Yıldız Evrimi Nedir? Eski Yıldızlara Ne Olur?

Hubble’in çektiği fotoğraftaki Yay Yıldız Bulutu olarak bilinen ve galaksimizin merkezine doğru olan bölgedeki yıldızlar farklı renklerde parlıyor. Yıldızın rengi yüzey sıcaklığını gösteriyor. Resimdeki birçok yıldız turuncu ve kırmızı ve oldukça soluk, Güneşimiz burada olsaydı o da bu şekilde gözükecekti. Mavi ve yeşilimsi yıldızlar daha sıcak, birçoğu nispeten genç ve büyük kütleli. Parlak kırmızı yıldızlar ise soğumuş kırmızı devler. (Hubble Heritage Team - AURA/ STScI/ NASA)

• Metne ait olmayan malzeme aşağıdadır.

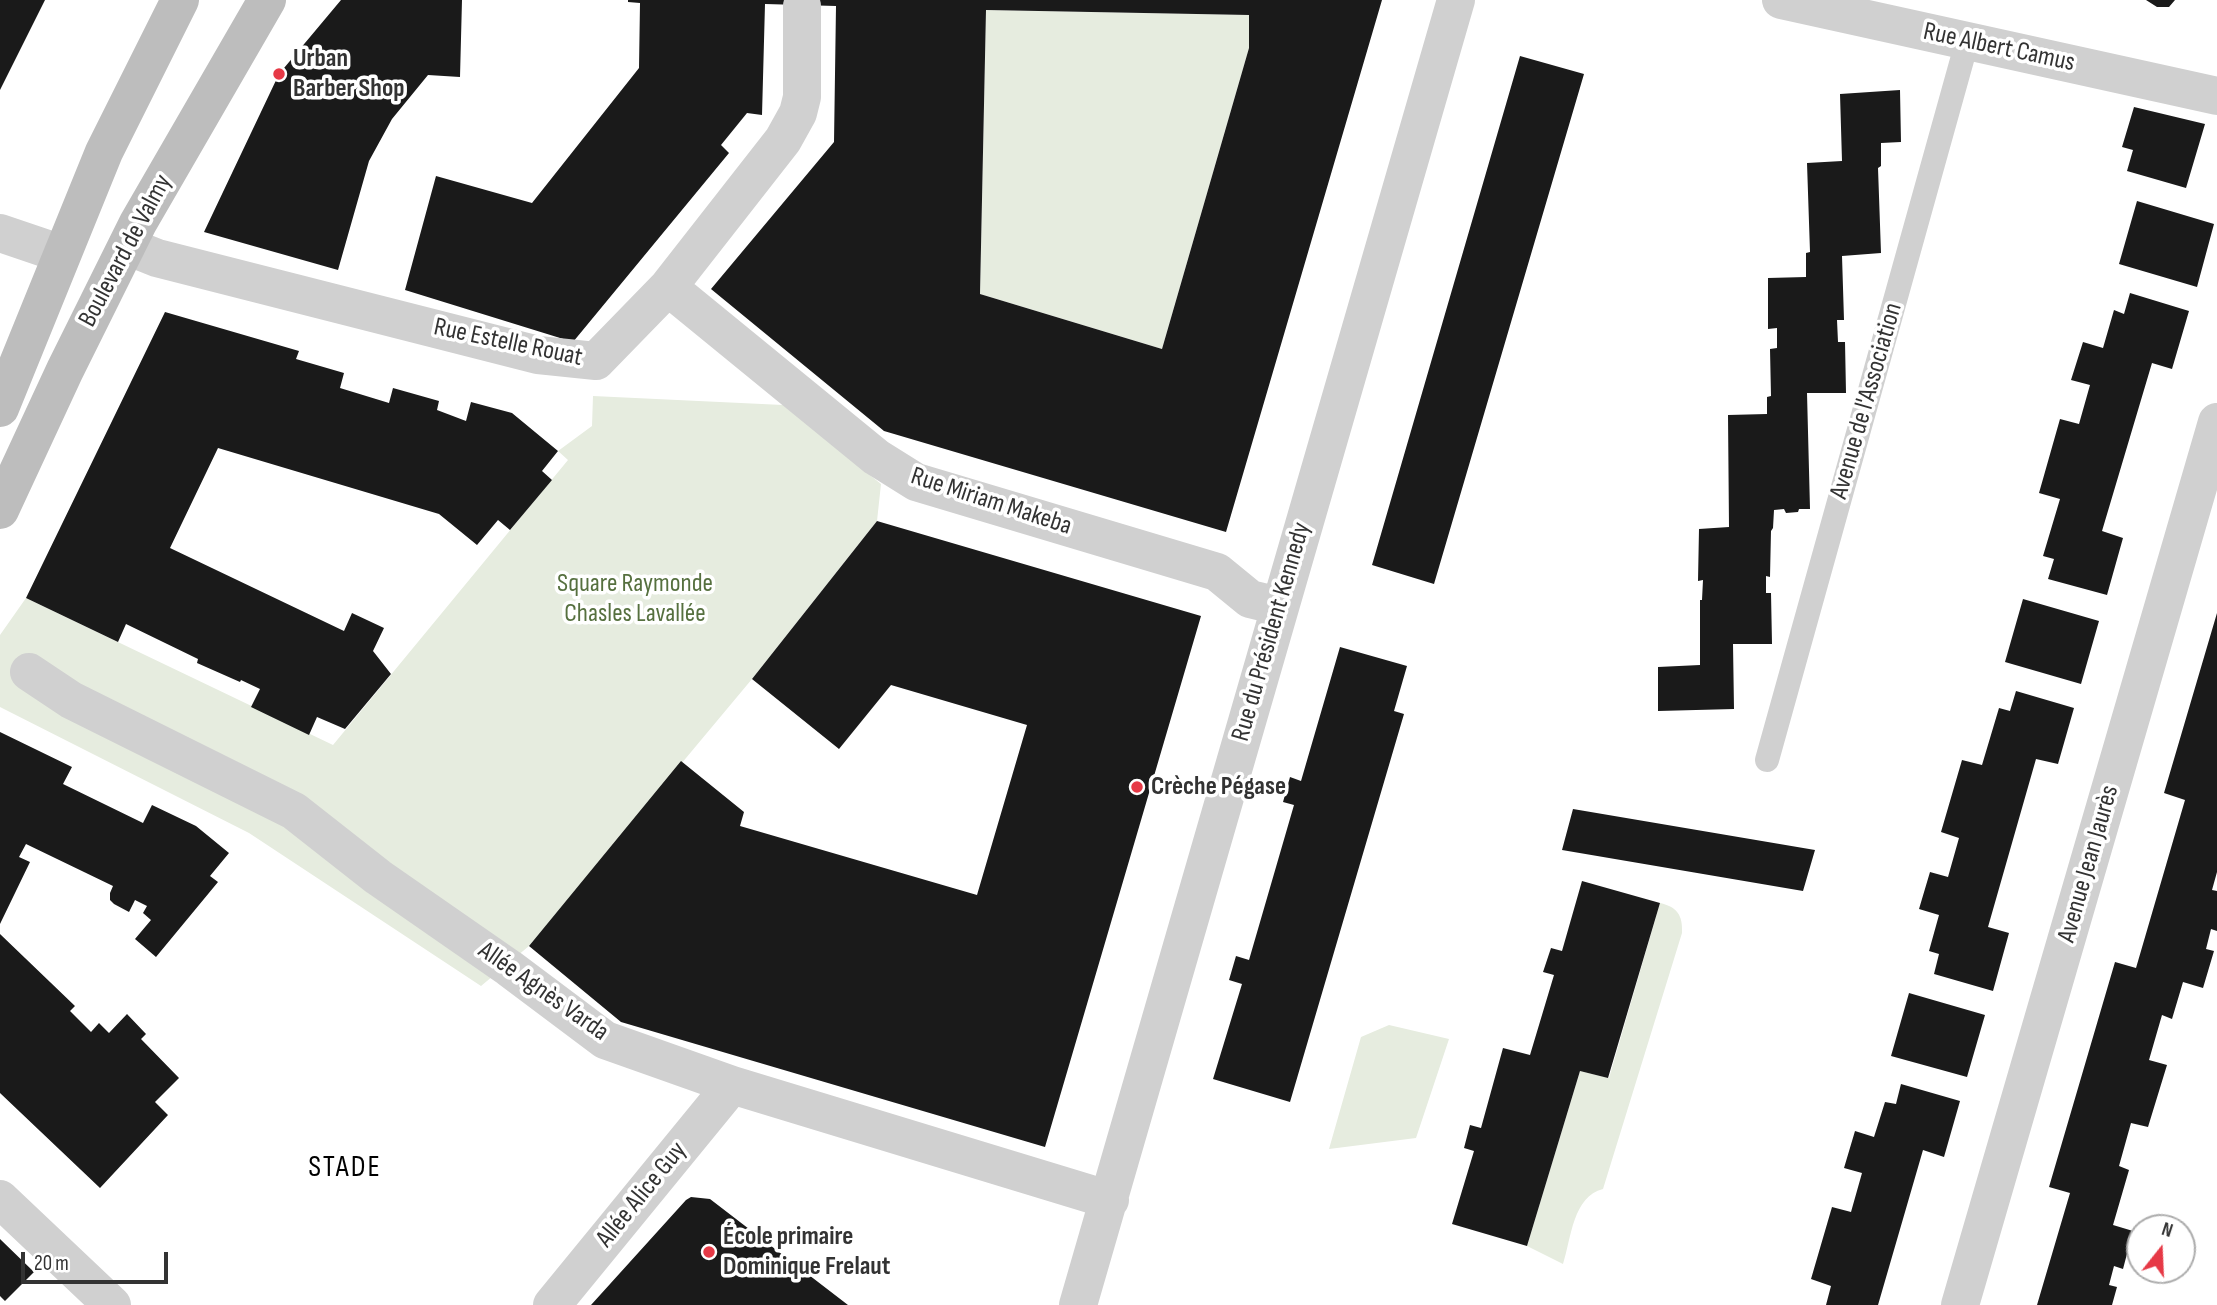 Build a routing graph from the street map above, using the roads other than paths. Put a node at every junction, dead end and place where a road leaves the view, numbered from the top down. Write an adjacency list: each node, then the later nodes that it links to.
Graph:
1 (180, 0): 10 (main road, Boulevard de Valmy)
2 (267, 0): 9 (main road, Boulevard de Valmy)
3 (1456, 0): 15 (street, Rue du Président Kennedy)
4 (1780, 0): 6 (street, Rue Albert Camus)
5 (802, 5): 11 (street, Rue Estelle Rouat)
6 (1967, 42): 7 (street, Rue Albert Camus); 17 (lane, Avenue de l'Association)
7 (2217, 96)
8 (0, 233): 10 (street)
9 (127, 246): 11 (street, Rue Estelle Rouat); 14 (main road, Boulevard de Valmy)
10 (62, 254): 12 (main road, Boulevard de Valmy)
11 (668, 287): 15 (street, Rue Miriam Makeba)
12 (0, 408)
13 (2217, 422): 24 (street, Avenue Jean Jaurès)
14 (0, 510)
15 (1279, 606): 20 (street, Rue du Président Kennedy)
16 (29, 672): 18 (street, Allée Agnès Varda)
17 (1767, 760)
18 (732, 1085): 20 (street, Allée Agnès Varda); 22 (street, Allée Alice Guy)
19 (0, 1199): 21 (street)
20 (1110, 1200): 23 (street, Rue du Président Kennedy)
21 (112, 1305)
22 (552, 1305)
23 (1078, 1305)
24 (1960, 1305)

Nasrettin Hocanın ‘Eski aylara ne olur? Kırpıp kırpıp yıldız yaparlar’ hikayesindeki gibi, ‘Eski yıldızlara ne olur?’ sorusunu sorabiliriz. Mesela bizim yıldızımız Güneş’e ilerde ne olacak? Güneş sonsuza kadar hep şimdi olduğu gibi kalabilir mi?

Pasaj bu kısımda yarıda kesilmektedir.